- EXERCISE INSTRUCTIONS
Write out the records below once more, exactly as they stand.

********************

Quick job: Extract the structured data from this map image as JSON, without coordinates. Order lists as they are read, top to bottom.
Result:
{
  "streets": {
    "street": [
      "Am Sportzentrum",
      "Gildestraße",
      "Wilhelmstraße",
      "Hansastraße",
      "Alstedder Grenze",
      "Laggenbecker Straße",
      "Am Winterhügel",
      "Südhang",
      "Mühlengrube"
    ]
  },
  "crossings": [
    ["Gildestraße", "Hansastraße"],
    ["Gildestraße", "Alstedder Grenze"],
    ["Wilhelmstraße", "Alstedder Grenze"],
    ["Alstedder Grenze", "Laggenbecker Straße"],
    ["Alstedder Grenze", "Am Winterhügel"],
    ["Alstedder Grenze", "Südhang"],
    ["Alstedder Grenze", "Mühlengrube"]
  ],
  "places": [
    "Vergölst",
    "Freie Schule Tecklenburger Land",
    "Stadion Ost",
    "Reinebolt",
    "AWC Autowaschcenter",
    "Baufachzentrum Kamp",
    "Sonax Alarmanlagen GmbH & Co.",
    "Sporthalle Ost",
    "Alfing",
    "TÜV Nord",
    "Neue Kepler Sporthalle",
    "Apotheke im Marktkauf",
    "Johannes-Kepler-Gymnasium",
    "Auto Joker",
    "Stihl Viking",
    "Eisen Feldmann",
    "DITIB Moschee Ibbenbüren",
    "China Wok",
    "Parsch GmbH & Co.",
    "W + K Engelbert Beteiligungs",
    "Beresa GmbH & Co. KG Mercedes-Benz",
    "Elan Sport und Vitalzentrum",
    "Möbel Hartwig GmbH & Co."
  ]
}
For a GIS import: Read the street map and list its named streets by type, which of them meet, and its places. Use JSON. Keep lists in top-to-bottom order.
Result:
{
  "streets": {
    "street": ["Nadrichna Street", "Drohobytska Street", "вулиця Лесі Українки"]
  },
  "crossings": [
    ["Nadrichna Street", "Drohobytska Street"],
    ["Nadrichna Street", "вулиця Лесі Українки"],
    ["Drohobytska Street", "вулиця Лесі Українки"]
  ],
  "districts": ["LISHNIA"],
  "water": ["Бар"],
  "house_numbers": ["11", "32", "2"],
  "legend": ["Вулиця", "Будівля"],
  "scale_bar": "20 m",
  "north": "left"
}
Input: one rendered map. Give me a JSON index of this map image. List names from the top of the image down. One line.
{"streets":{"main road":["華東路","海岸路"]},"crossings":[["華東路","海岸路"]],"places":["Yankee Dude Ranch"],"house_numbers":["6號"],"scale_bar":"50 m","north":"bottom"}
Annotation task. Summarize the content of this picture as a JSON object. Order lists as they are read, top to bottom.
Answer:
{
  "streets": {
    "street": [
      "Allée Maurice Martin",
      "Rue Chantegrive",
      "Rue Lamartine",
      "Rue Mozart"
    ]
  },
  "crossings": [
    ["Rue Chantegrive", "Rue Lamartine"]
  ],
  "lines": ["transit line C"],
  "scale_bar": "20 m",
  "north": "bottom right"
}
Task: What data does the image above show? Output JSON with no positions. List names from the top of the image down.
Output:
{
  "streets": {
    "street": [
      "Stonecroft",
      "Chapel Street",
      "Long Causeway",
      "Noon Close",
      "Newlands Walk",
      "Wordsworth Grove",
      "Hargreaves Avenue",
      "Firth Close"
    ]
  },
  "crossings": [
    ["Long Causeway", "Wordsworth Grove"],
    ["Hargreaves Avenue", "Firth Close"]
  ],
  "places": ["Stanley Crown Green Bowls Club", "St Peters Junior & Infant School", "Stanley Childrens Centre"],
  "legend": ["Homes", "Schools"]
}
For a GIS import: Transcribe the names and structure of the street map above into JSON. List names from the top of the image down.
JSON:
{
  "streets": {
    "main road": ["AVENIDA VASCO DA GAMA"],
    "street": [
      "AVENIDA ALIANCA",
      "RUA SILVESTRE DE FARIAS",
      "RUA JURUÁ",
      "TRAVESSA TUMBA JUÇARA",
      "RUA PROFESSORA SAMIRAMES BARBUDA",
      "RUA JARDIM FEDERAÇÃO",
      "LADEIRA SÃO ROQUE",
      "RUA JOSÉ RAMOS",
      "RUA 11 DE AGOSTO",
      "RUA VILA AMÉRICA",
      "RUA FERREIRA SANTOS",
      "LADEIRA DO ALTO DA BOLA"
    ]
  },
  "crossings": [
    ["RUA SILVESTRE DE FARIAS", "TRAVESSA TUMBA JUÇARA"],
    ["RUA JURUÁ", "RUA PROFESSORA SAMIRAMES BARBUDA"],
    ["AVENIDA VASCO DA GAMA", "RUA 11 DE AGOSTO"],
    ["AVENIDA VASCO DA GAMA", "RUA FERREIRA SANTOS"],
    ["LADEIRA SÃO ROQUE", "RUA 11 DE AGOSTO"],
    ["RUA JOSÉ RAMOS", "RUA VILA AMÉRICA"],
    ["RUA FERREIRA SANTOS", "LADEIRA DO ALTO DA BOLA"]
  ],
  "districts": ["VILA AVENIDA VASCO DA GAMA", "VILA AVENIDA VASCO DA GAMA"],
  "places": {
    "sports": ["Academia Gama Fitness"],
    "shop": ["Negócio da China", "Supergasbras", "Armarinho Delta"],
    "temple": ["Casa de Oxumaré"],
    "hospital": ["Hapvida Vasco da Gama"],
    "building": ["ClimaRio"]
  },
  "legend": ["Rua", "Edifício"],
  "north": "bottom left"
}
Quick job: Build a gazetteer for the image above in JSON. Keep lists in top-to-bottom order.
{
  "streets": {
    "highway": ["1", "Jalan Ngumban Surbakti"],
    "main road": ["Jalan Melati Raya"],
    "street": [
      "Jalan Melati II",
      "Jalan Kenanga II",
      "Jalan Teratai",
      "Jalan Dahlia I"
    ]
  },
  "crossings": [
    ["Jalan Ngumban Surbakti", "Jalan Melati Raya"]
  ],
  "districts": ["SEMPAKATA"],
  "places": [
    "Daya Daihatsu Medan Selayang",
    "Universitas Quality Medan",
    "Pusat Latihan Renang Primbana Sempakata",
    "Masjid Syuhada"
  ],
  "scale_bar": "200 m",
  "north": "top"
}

********************

- TASK OUTPUT
Quick job: Extract the structured data from this map image as JSON, without coordinates. Order lists as they are read, top to bottom.
Result:
{
  "streets": {
    "street": [
      "Am Sportzentrum",
      "Gildestraße",
      "Wilhelmstraße",
      "Hansastraße",
      "Alstedder Grenze",
      "Laggenbecker Straße",
      "Am Winterhügel",
      "Südhang",
      "Mühlengrube"
    ]
  },
  "crossings": [
    ["Gildestraße", "Hansastraße"],
    ["Gildestraße", "Alstedder Grenze"],
    ["Wilhelmstraße", "Alstedder Grenze"],
    ["Alstedder Grenze", "Laggenbecker Straße"],
    ["Alstedder Grenze", "Am Winterhügel"],
    ["Alstedder Grenze", "Südhang"],
    ["Alstedder Grenze", "Mühlengrube"]
  ],
  "places": [
    "Vergölst",
    "Freie Schule Tecklenburger Land",
    "Stadion Ost",
    "Reinebolt",
    "AWC Autowaschcenter",
    "Baufachzentrum Kamp",
    "Sonax Alarmanlagen GmbH & Co.",
    "Sporthalle Ost",
    "Alfing",
    "TÜV Nord",
    "Neue Kepler Sporthalle",
    "Apotheke im Marktkauf",
    "Johannes-Kepler-Gymnasium",
    "Auto Joker",
    "Stihl Viking",
    "Eisen Feldmann",
    "DITIB Moschee Ibbenbüren",
    "China Wok",
    "Parsch GmbH & Co.",
    "W + K Engelbert Beteiligungs",
    "Beresa GmbH & Co. KG Mercedes-Benz",
    "Elan Sport und Vitalzentrum",
    "Möbel Hartwig GmbH & Co."
  ]
}
For a GIS import: Read the street map and list its named streets by type, which of them meet, and its places. Use JSON. Keep lists in top-to-bottom order.
Result:
{
  "streets": {
    "street": ["Nadrichna Street", "Drohobytska Street", "вулиця Лесі Українки"]
  },
  "crossings": [
    ["Nadrichna Street", "Drohobytska Street"],
    ["Nadrichna Street", "вулиця Лесі Українки"],
    ["Drohobytska Street", "вулиця Лесі Українки"]
  ],
  "districts": ["LISHNIA"],
  "water": ["Бар"],
  "house_numbers": ["11", "32", "2"],
  "legend": ["Вулиця", "Будівля"],
  "scale_bar": "20 m",
  "north": "left"
}
Input: one rendered map. Give me a JSON index of this map image. List names from the top of the image down. One line.
{"streets":{"main road":["華東路","海岸路"]},"crossings":[["華東路","海岸路"]],"places":["Yankee Dude Ranch"],"house_numbers":["6號"],"scale_bar":"50 m","north":"bottom"}
Annotation task. Summarize the content of this picture as a JSON object. Order lists as they are read, top to bottom.
Answer:
{
  "streets": {
    "street": [
      "Allée Maurice Martin",
      "Rue Chantegrive",
      "Rue Lamartine",
      "Rue Mozart"
    ]
  },
  "crossings": [
    ["Rue Chantegrive", "Rue Lamartine"]
  ],
  "lines": ["transit line C"],
  "scale_bar": "20 m",
  "north": "bottom right"
}
Task: What data does the image above show? Output JSON with no positions. List names from the top of the image down.
Output:
{
  "streets": {
    "street": [
      "Stonecroft",
      "Chapel Street",
      "Long Causeway",
      "Noon Close",
      "Newlands Walk",
      "Wordsworth Grove",
      "Hargreaves Avenue",
      "Firth Close"
    ]
  },
  "crossings": [
    ["Long Causeway", "Wordsworth Grove"],
    ["Hargreaves Avenue", "Firth Close"]
  ],
  "places": ["Stanley Crown Green Bowls Club", "St Peters Junior & Infant School", "Stanley Childrens Centre"],
  "legend": ["Homes", "Schools"]
}
For a GIS import: Transcribe the names and structure of the street map above into JSON. List names from the top of the image down.
JSON:
{
  "streets": {
    "main road": ["AVENIDA VASCO DA GAMA"],
    "street": [
      "AVENIDA ALIANCA",
      "RUA SILVESTRE DE FARIAS",
      "RUA JURUÁ",
      "TRAVESSA TUMBA JUÇARA",
      "RUA PROFESSORA SAMIRAMES BARBUDA",
      "RUA JARDIM FEDERAÇÃO",
      "LADEIRA SÃO ROQUE",
      "RUA JOSÉ RAMOS",
      "RUA 11 DE AGOSTO",
      "RUA VILA AMÉRICA",
      "RUA FERREIRA SANTOS",
      "LADEIRA DO ALTO DA BOLA"
    ]
  },
  "crossings": [
    ["RUA SILVESTRE DE FARIAS", "TRAVESSA TUMBA JUÇARA"],
    ["RUA JURUÁ", "RUA PROFESSORA SAMIRAMES BARBUDA"],
    ["AVENIDA VASCO DA GAMA", "RUA 11 DE AGOSTO"],
    ["AVENIDA VASCO DA GAMA", "RUA FERREIRA SANTOS"],
    ["LADEIRA SÃO ROQUE", "RUA 11 DE AGOSTO"],
    ["RUA JOSÉ RAMOS", "RUA VILA AMÉRICA"],
    ["RUA FERREIRA SANTOS", "LADEIRA DO ALTO DA BOLA"]
  ],
  "districts": ["VILA AVENIDA VASCO DA GAMA", "VILA AVENIDA VASCO DA GAMA"],
  "places": {
    "sports": ["Academia Gama Fitness"],
    "shop": ["Negócio da China", "Supergasbras", "Armarinho Delta"],
    "temple": ["Casa de Oxumaré"],
    "hospital": ["Hapvida Vasco da Gama"],
    "building": ["ClimaRio"]
  },
  "legend": ["Rua", "Edifício"],
  "north": "bottom left"
}
Quick job: Build a gazetteer for the image above in JSON. Keep lists in top-to-bottom order.
{
  "streets": {
    "highway": ["1", "Jalan Ngumban Surbakti"],
    "main road": ["Jalan Melati Raya"],
    "street": [
      "Jalan Melati II",
      "Jalan Kenanga II",
      "Jalan Teratai",
      "Jalan Dahlia I"
    ]
  },
  "crossings": [
    ["Jalan Ngumban Surbakti", "Jalan Melati Raya"]
  ],
  "districts": ["SEMPAKATA"],
  "places": [
    "Daya Daihatsu Medan Selayang",
    "Universitas Quality Medan",
    "Pusat Latihan Renang Primbana Sempakata",
    "Masjid Syuhada"
  ],
  "scale_bar": "200 m",
  "north": "top"
}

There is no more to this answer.